TASK ITEM
Down to the last line, print the data that follows exactly, without its pictures.

Stored data

########

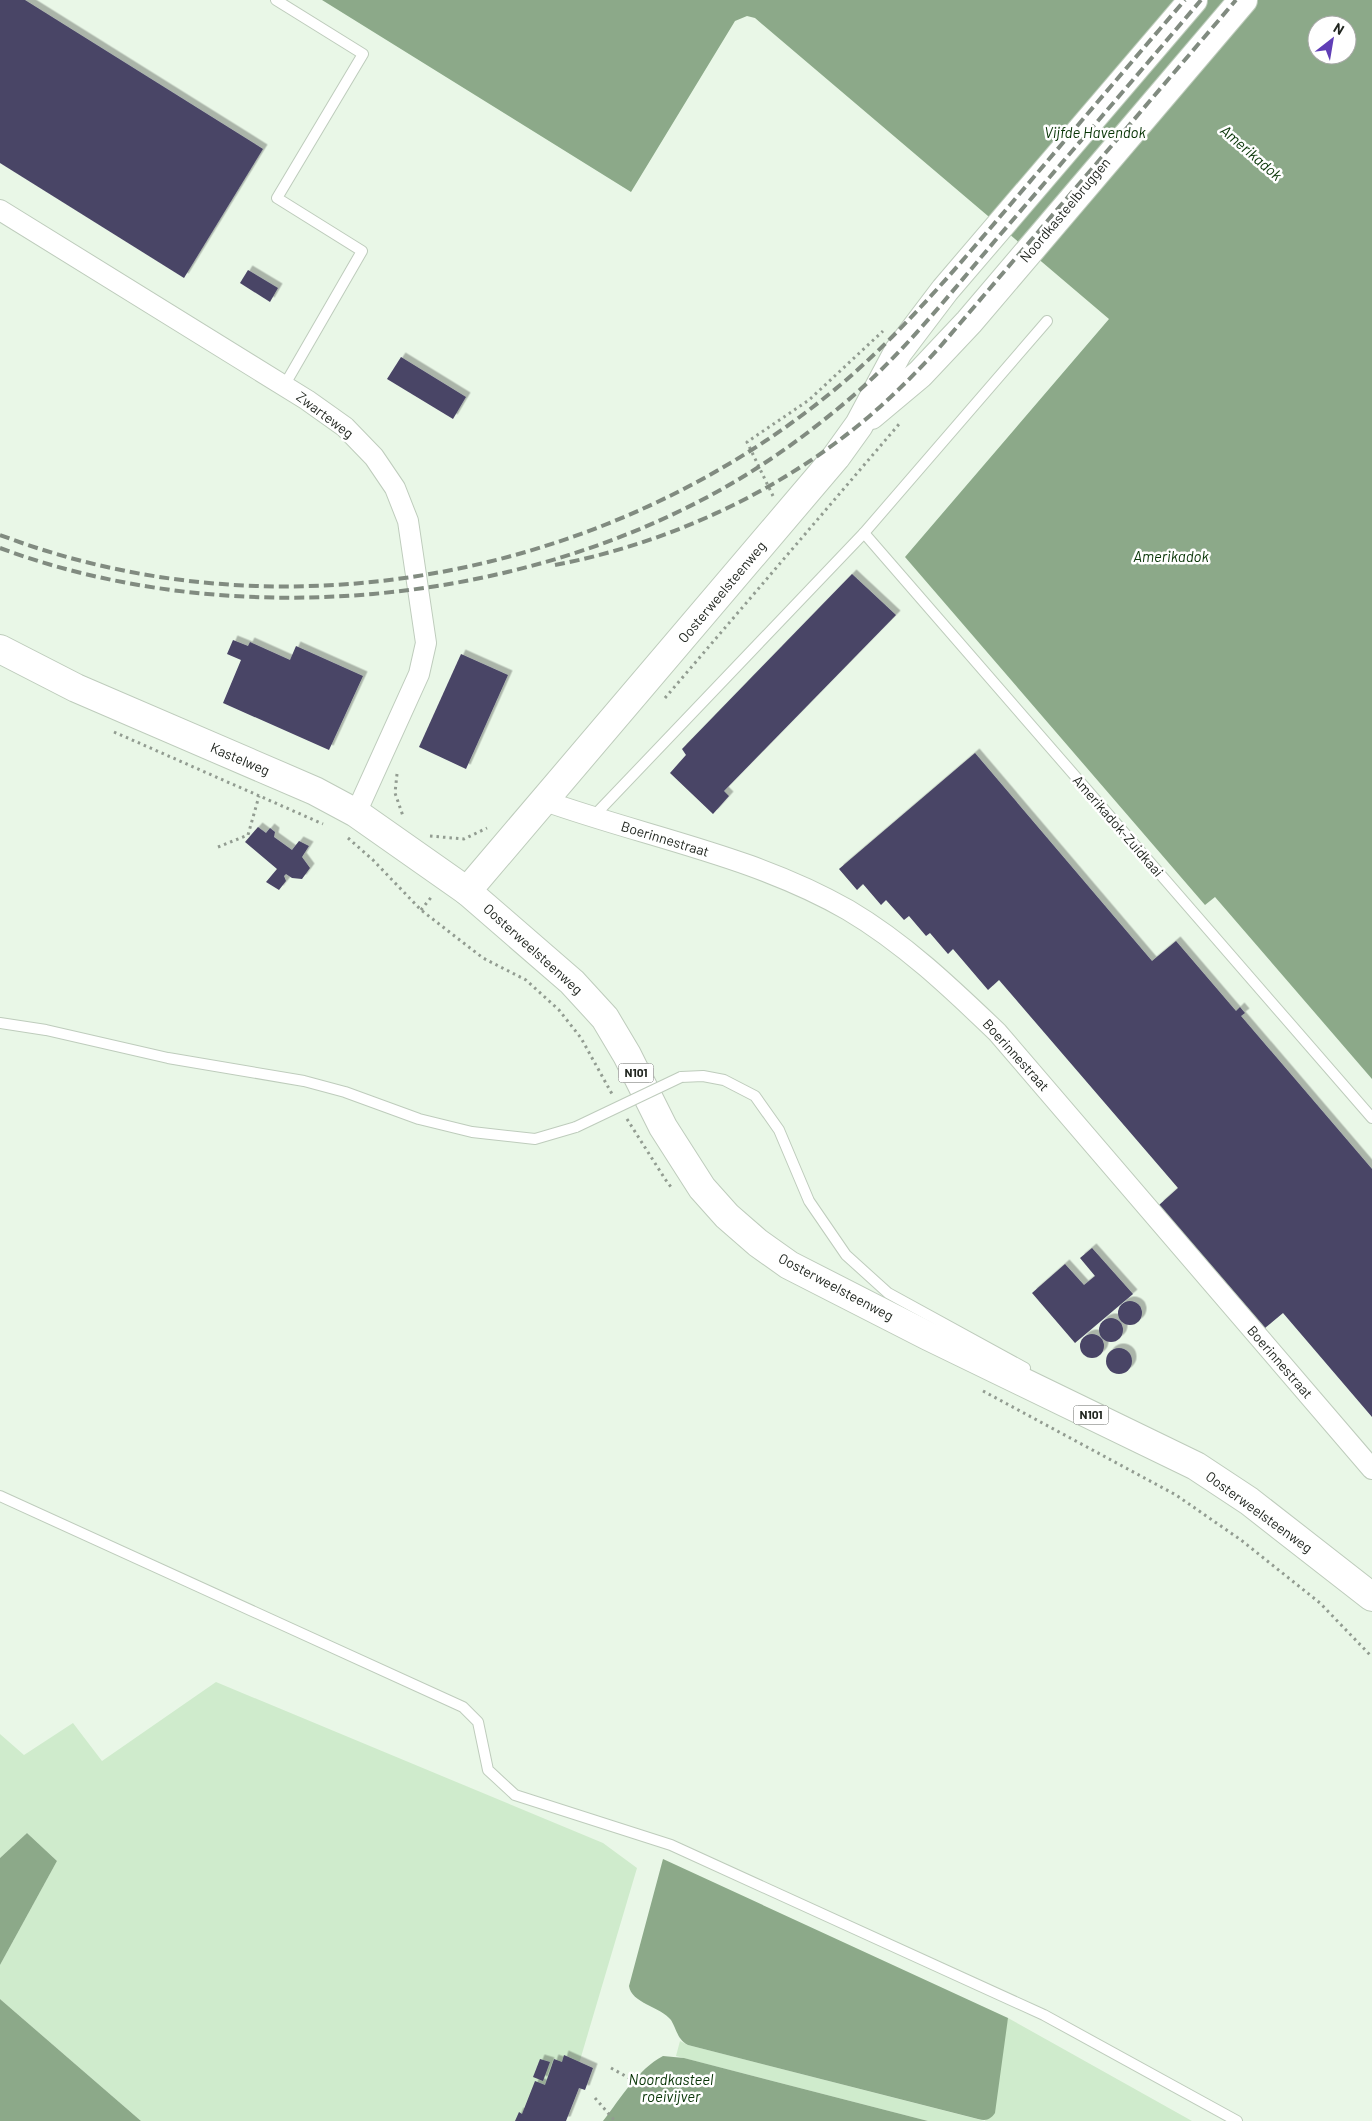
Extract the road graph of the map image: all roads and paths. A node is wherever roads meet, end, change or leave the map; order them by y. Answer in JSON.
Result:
{"nodes":[{"id":1,"x":276,"y":0,"type":"edge"},
{"id":2,"x":1193,"y":0,"type":"edge"},
{"id":3,"x":1243,"y":0,"type":"edge"},
{"id":4,"x":0,"y":210,"type":"edge"},
{"id":5,"x":1003,"y":283,"type":"joint"},
{"id":6,"x":1047,"y":320,"type":"dead end"},
{"id":7,"x":884,"y":330,"type":"dead end"},
{"id":8,"x":284,"y":386,"type":"junction"},
{"id":9,"x":859,"y":425,"type":"junction"},
{"id":10,"x":773,"y":496,"type":"dead end"},
{"id":11,"x":864,"y":533,"type":"junction"},
{"id":12,"x":799,"y":541,"type":"dead end"},
{"id":13,"x":0,"y":649,"type":"edge"},
{"id":14,"x":659,"y":705,"type":"dead end"},
{"id":15,"x":106,"y":728,"type":"dead end"},
{"id":16,"x":398,"y":765,"type":"dead end"},
{"id":17,"x":259,"y":796,"type":"junction"},
{"id":18,"x":546,"y":801,"type":"junction"},
{"id":19,"x":592,"y":818,"type":"junction"},
{"id":20,"x":409,"y":820,"type":"dead end"},
{"id":21,"x":348,"y":822,"type":"junction"},
{"id":22,"x":332,"y":828,"type":"dead end"},
{"id":23,"x":487,"y":828,"type":"dead end"},
{"id":24,"x":423,"y":831,"type":"dead end"},
{"id":25,"x":218,"y":847,"type":"dead end"},
{"id":26,"x":467,"y":891,"type":"junction"},
{"id":27,"x":421,"y":910,"type":"dead end"},
{"id":28,"x":0,"y":1023,"type":"edge"},
{"id":29,"x":1372,"y":1118,"type":"edge"},
{"id":30,"x":1032,"y":1372,"type":"dead end"},
{"id":31,"x":1065,"y":1391,"type":"dead end"},
{"id":32,"x":1372,"y":1469,"type":"edge"},
{"id":33,"x":0,"y":1496,"type":"edge"},
{"id":34,"x":1287,"y":1518,"type":"dead end"},
{"id":35,"x":1302,"y":1529,"type":"dead end"},
{"id":36,"x":1372,"y":1593,"type":"edge"},
{"id":37,"x":1372,"y":1597,"type":"edge"},
{"id":38,"x":611,"y":2068,"type":"dead end"},
{"id":39,"x":595,"y":2098,"type":"dead end"},
{"id":40,"x":672,"y":2102,"type":"dead end"},
{"id":41,"x":615,"y":2121,"type":"edge"},
{"id":42,"x":1236,"y":2121,"type":"edge"}],
"edges":[{"from":1,"to":8,"type":"lane"},
{"from":2,"to":9,"type":"main road","name":"Oosterweelsteenweg"},
{"from":3,"to":5,"type":"main road","name":"Noordkasteelbruggen"},
{"from":4,"to":8,"type":"street","name":"Zwarteweg"},
{"from":5,"to":9,"type":"main road","name":"Oosterweelsteenweg"},
{"from":6,"to":11,"type":"lane"},
{"from":7,"to":10,"type":"path"},
{"from":8,"to":21,"type":"street","name":"Zwarteweg"},
{"from":9,"to":18,"type":"main road","name":"Oosterweelsteenweg"},
{"from":11,"to":19,"type":"lane"},
{"from":11,"to":29,"type":"lane","name":"Amerikadok-Zuidkaai"},
{"from":12,"to":14,"type":"path"},
{"from":13,"to":21,"type":"main road","name":"Kastelweg"},
{"from":15,"to":17,"type":"path"},
{"from":16,"to":20,"type":"path"},
{"from":17,"to":22,"type":"path"},
{"from":17,"to":25,"type":"path"},
{"from":18,"to":19,"type":"street","name":"Boerinnestraat"},
{"from":18,"to":26,"type":"main road","name":"Oosterweelsteenweg"},
{"from":19,"to":32,"type":"street","name":"Boerinnestraat"},
{"from":21,"to":26,"type":"main road","name":"Kastelweg"},
{"from":21,"to":27,"type":"path"},
{"from":23,"to":24,"type":"path"},
{"from":26,"to":37,"type":"main road","name":"Oosterweelsteenweg","number":"N101"},
{"from":28,"to":30,"type":"lane","bridge":true},
{"from":31,"to":34,"type":"lane"},
{"from":33,"to":42,"type":"lane"},
{"from":35,"to":36,"type":"lane"},
{"from":38,"to":40,"type":"path"},
{"from":39,"to":41,"type":"path"}]}
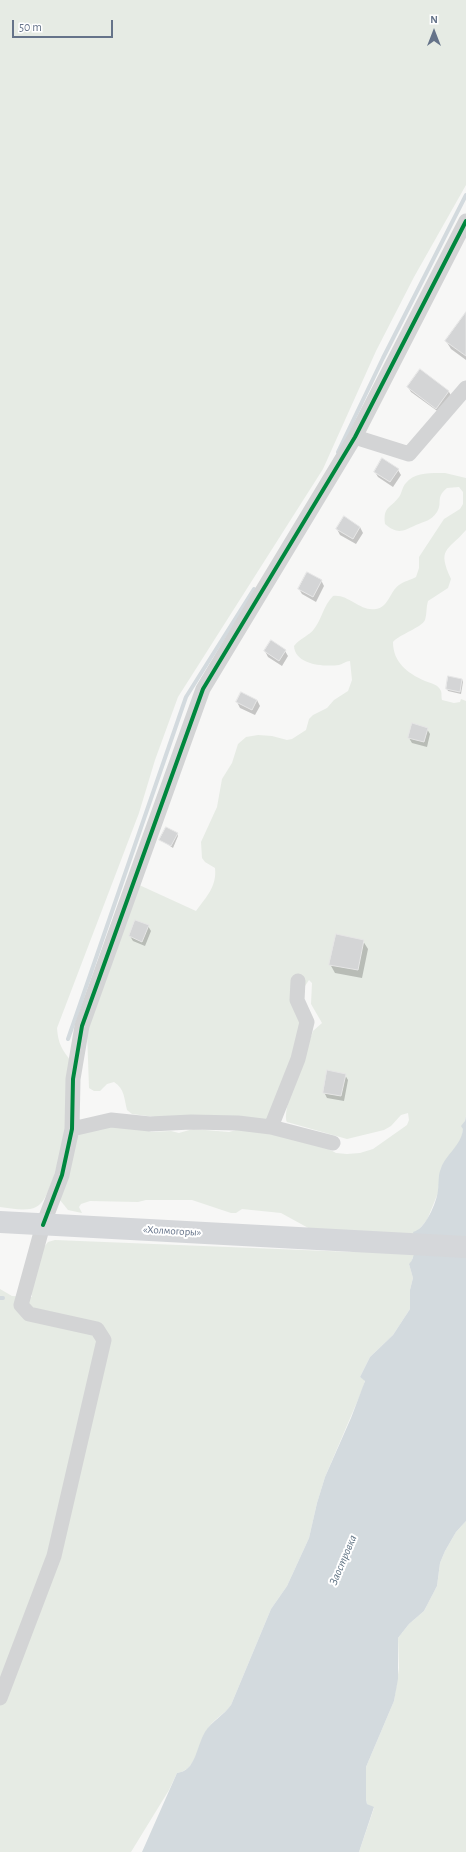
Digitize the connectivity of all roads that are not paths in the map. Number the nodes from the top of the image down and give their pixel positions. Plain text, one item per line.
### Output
1 (466, 221) edge
2 (466, 388) edge
3 (355, 436) junction
4 (298, 981) dead end
5 (271, 1127) junction
6 (72, 1129) junction
7 (333, 1143) dead end
8 (0, 1222) edge
9 (43, 1225) junction
10 (466, 1247) edge
11 (0, 1698) edge

1 - 3 street
2 - 3 street
3 - 6 street
4 - 5 street
5 - 6 street
5 - 7 street
6 - 9 street
8 - 9 highway, «Холмогоры»
9 - 10 highway, «Холмогоры»
9 - 11 street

########

WRITTEN RESPONSE
Extract the road graph of the map image: all roads and paths. A node is wherever roads meet, end, change or leave the map; order them by y. Answer in JSON.
Result:
{"nodes":[{"id":1,"x":276,"y":0,"type":"edge"},
{"id":2,"x":1193,"y":0,"type":"edge"},
{"id":3,"x":1243,"y":0,"type":"edge"},
{"id":4,"x":0,"y":210,"type":"edge"},
{"id":5,"x":1003,"y":283,"type":"joint"},
{"id":6,"x":1047,"y":320,"type":"dead end"},
{"id":7,"x":884,"y":330,"type":"dead end"},
{"id":8,"x":284,"y":386,"type":"junction"},
{"id":9,"x":859,"y":425,"type":"junction"},
{"id":10,"x":773,"y":496,"type":"dead end"},
{"id":11,"x":864,"y":533,"type":"junction"},
{"id":12,"x":799,"y":541,"type":"dead end"},
{"id":13,"x":0,"y":649,"type":"edge"},
{"id":14,"x":659,"y":705,"type":"dead end"},
{"id":15,"x":106,"y":728,"type":"dead end"},
{"id":16,"x":398,"y":765,"type":"dead end"},
{"id":17,"x":259,"y":796,"type":"junction"},
{"id":18,"x":546,"y":801,"type":"junction"},
{"id":19,"x":592,"y":818,"type":"junction"},
{"id":20,"x":409,"y":820,"type":"dead end"},
{"id":21,"x":348,"y":822,"type":"junction"},
{"id":22,"x":332,"y":828,"type":"dead end"},
{"id":23,"x":487,"y":828,"type":"dead end"},
{"id":24,"x":423,"y":831,"type":"dead end"},
{"id":25,"x":218,"y":847,"type":"dead end"},
{"id":26,"x":467,"y":891,"type":"junction"},
{"id":27,"x":421,"y":910,"type":"dead end"},
{"id":28,"x":0,"y":1023,"type":"edge"},
{"id":29,"x":1372,"y":1118,"type":"edge"},
{"id":30,"x":1032,"y":1372,"type":"dead end"},
{"id":31,"x":1065,"y":1391,"type":"dead end"},
{"id":32,"x":1372,"y":1469,"type":"edge"},
{"id":33,"x":0,"y":1496,"type":"edge"},
{"id":34,"x":1287,"y":1518,"type":"dead end"},
{"id":35,"x":1302,"y":1529,"type":"dead end"},
{"id":36,"x":1372,"y":1593,"type":"edge"},
{"id":37,"x":1372,"y":1597,"type":"edge"},
{"id":38,"x":611,"y":2068,"type":"dead end"},
{"id":39,"x":595,"y":2098,"type":"dead end"},
{"id":40,"x":672,"y":2102,"type":"dead end"},
{"id":41,"x":615,"y":2121,"type":"edge"},
{"id":42,"x":1236,"y":2121,"type":"edge"}],
"edges":[{"from":1,"to":8,"type":"lane"},
{"from":2,"to":9,"type":"main road","name":"Oosterweelsteenweg"},
{"from":3,"to":5,"type":"main road","name":"Noordkasteelbruggen"},
{"from":4,"to":8,"type":"street","name":"Zwarteweg"},
{"from":5,"to":9,"type":"main road","name":"Oosterweelsteenweg"},
{"from":6,"to":11,"type":"lane"},
{"from":7,"to":10,"type":"path"},
{"from":8,"to":21,"type":"street","name":"Zwarteweg"},
{"from":9,"to":18,"type":"main road","name":"Oosterweelsteenweg"},
{"from":11,"to":19,"type":"lane"},
{"from":11,"to":29,"type":"lane","name":"Amerikadok-Zuidkaai"},
{"from":12,"to":14,"type":"path"},
{"from":13,"to":21,"type":"main road","name":"Kastelweg"},
{"from":15,"to":17,"type":"path"},
{"from":16,"to":20,"type":"path"},
{"from":17,"to":22,"type":"path"},
{"from":17,"to":25,"type":"path"},
{"from":18,"to":19,"type":"street","name":"Boerinnestraat"},
{"from":18,"to":26,"type":"main road","name":"Oosterweelsteenweg"},
{"from":19,"to":32,"type":"street","name":"Boerinnestraat"},
{"from":21,"to":26,"type":"main road","name":"Kastelweg"},
{"from":21,"to":27,"type":"path"},
{"from":23,"to":24,"type":"path"},
{"from":26,"to":37,"type":"main road","name":"Oosterweelsteenweg","number":"N101"},
{"from":28,"to":30,"type":"lane","bridge":true},
{"from":31,"to":34,"type":"lane"},
{"from":33,"to":42,"type":"lane"},
{"from":35,"to":36,"type":"lane"},
{"from":38,"to":40,"type":"path"},
{"from":39,"to":41,"type":"path"}]}
Digitize the connectivity of all roads that are not paths in the map. Number the nodes from the top of the image down and give their pixel positions. Plain text, one item per line.
### Output
1 (466, 221) edge
2 (466, 388) edge
3 (355, 436) junction
4 (298, 981) dead end
5 (271, 1127) junction
6 (72, 1129) junction
7 (333, 1143) dead end
8 (0, 1222) edge
9 (43, 1225) junction
10 (466, 1247) edge
11 (0, 1698) edge

1 - 3 street
2 - 3 street
3 - 6 street
4 - 5 street
5 - 6 street
5 - 7 street
6 - 9 street
8 - 9 highway, «Холмогоры»
9 - 10 highway, «Холмогоры»
9 - 11 street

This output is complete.